Den Abend eröffnete Ralf Parr (Chefarchitekt VW) mit einem Überblick über die Dimensionen, in denen er sich mit seinem Team und den IT-Mitarbeitern innerhalb des Konzerns bewegt. Über 5000 Angestellte im Bereich IT, 400 000 Anwender und 3200 Anwendungen sind imposante Kennzahlen. Wie kann das bewältigt werden?  Vorherrschende Themen sind hier Prozessketten, Datenschutz und die Beherrschbarkeit der Systemlandschaft. Immer wieder muss der Architektulifecycle einer Überprüfung unterzogen werden. Kriterien sind hier die Frage nach notwendigen Anpassungen und der Abgleich mit veränderten Bedingungen. Daraus ergibt sich die Notwendigkeit, Generalisten zur Verfügung zu haben, die sich sowohl des Ganzen, als auch seiner Teile im gleichen Maße annehmen können.  Eine schwierige Aufgabe, der sich allerdings nicht nur Volkswagen stellen muss.

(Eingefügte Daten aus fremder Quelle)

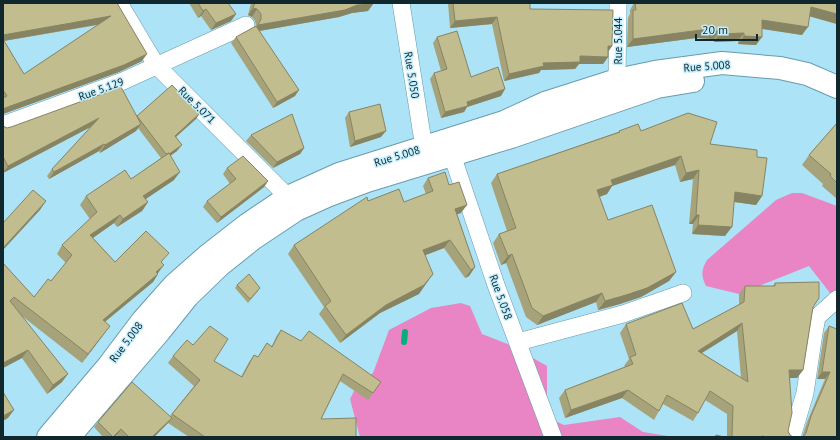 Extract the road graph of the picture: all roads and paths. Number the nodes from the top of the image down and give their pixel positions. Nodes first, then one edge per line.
1 (119, 3) edge
2 (401, 3) edge
3 (618, 3) edge
4 (246, 25) dead end
5 (156, 65) junction
6 (617, 80) junction
7 (837, 87) edge
8 (837, 103) edge
9 (3, 125) edge
10 (424, 148) junction
11 (452, 155) junction
12 (288, 197) junction
13 (683, 292) dead end
14 (837, 299) edge
15 (518, 342) junction
16 (48, 437) edge
17 (69, 437) edge
18 (553, 437) edge
19 (792, 437) edge

1 - 5 street, Rue 5.071
2 - 10 street, Rue 5.050
3 - 6 street, Rue 5.044
4 - 5 street, Rue 5.129
5 - 9 street, Rue 5.129
5 - 12 street, Rue 5.071
6 - 7 main road, Rue 5.008
6 - 10 main road, Rue 5.008
8 - 11 main road, Rue 5.008
10 - 12 main road, Rue 5.008
11 - 15 street, Rue 5.058
11 - 17 main road, Rue 5.008
12 - 16 main road, Rue 5.008
13 - 15 street
14 - 19 street
15 - 18 street, Rue 5.058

Im zweiten Vortrag refererierte Dr. Kant  (Qualitätssicherung VW)  über die standardisierten Prozessabläufe. Wesentliche Bestandteile sind hier:

  • Mastering Complexity
  • Kommunikation im Entwicklungsprozess
  • Integration in bestehende Systeme
  • Vorbeugende Fehlerbehandlung

Weiterhin ging er auf die VW-Sicht bezüglich SW-Designs ein. Schwerpunkte hier waren die Architektur-Guidelines, Bewertung des statischen und dynamischen Verhaltens von Systemen, funktionale Sicherheit, sowie Möglichkeiten der Qualitätsanalyse durch Inspektion, Review und Walkthrough.  Alles Dinge, mit denen ein jeder im Raum vermutlich schon mehr als einmal in Berührung gekommen ist.

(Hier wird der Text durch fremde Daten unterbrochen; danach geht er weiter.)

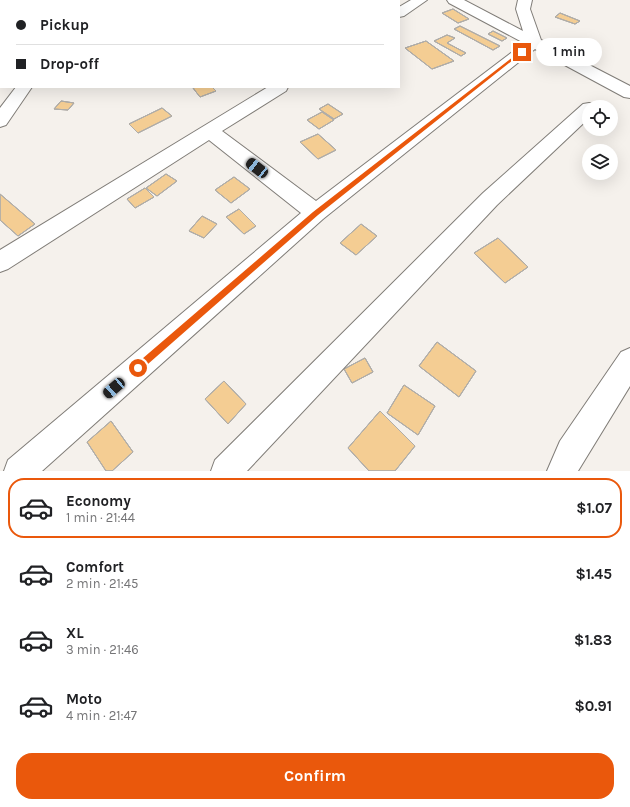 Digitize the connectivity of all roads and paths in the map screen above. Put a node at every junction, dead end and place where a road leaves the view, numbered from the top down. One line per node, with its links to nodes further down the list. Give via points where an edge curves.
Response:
1 (420, 0): 4 (street)
2 (454, 0): 5 (street)
3 (524, 0): 5 (street, via 523,9)
4 (400, 12)
5 (534, 42): 6 (street); 14 (street)
6 (614, 85): 9 (street); 10 (street)
7 (23, 88): 12 (street)
8 (278, 88): 13 (street)
9 (630, 93)
10 (598, 100)
11 (582, 115): 18 (street, via 490,199)
12 (0, 121)
13 (210, 131): 14 (street); 15 (street)
14 (316, 213): 17 (street)
15 (0, 262)
16 (630, 361): 19 (street, via 571,452)
17 (19, 471)
18 (226, 471)
19 (562, 471)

Mahbouba Gharbi stellte in ihrem Vortrag kurz den iSAQB und die verschiedenen Zertifizierungsformen vor. Da ich selber den Foundation Level absolviert habe kann ich nur empfehlen, an einer solchen Schulung teilzunehmen, da sie tatsächlich sehr praxisorientiert und hilfreich ist. Wie auch die Zahlen belegen, steigt die Nachfrage nach diesen Zertifikaten signifikant an.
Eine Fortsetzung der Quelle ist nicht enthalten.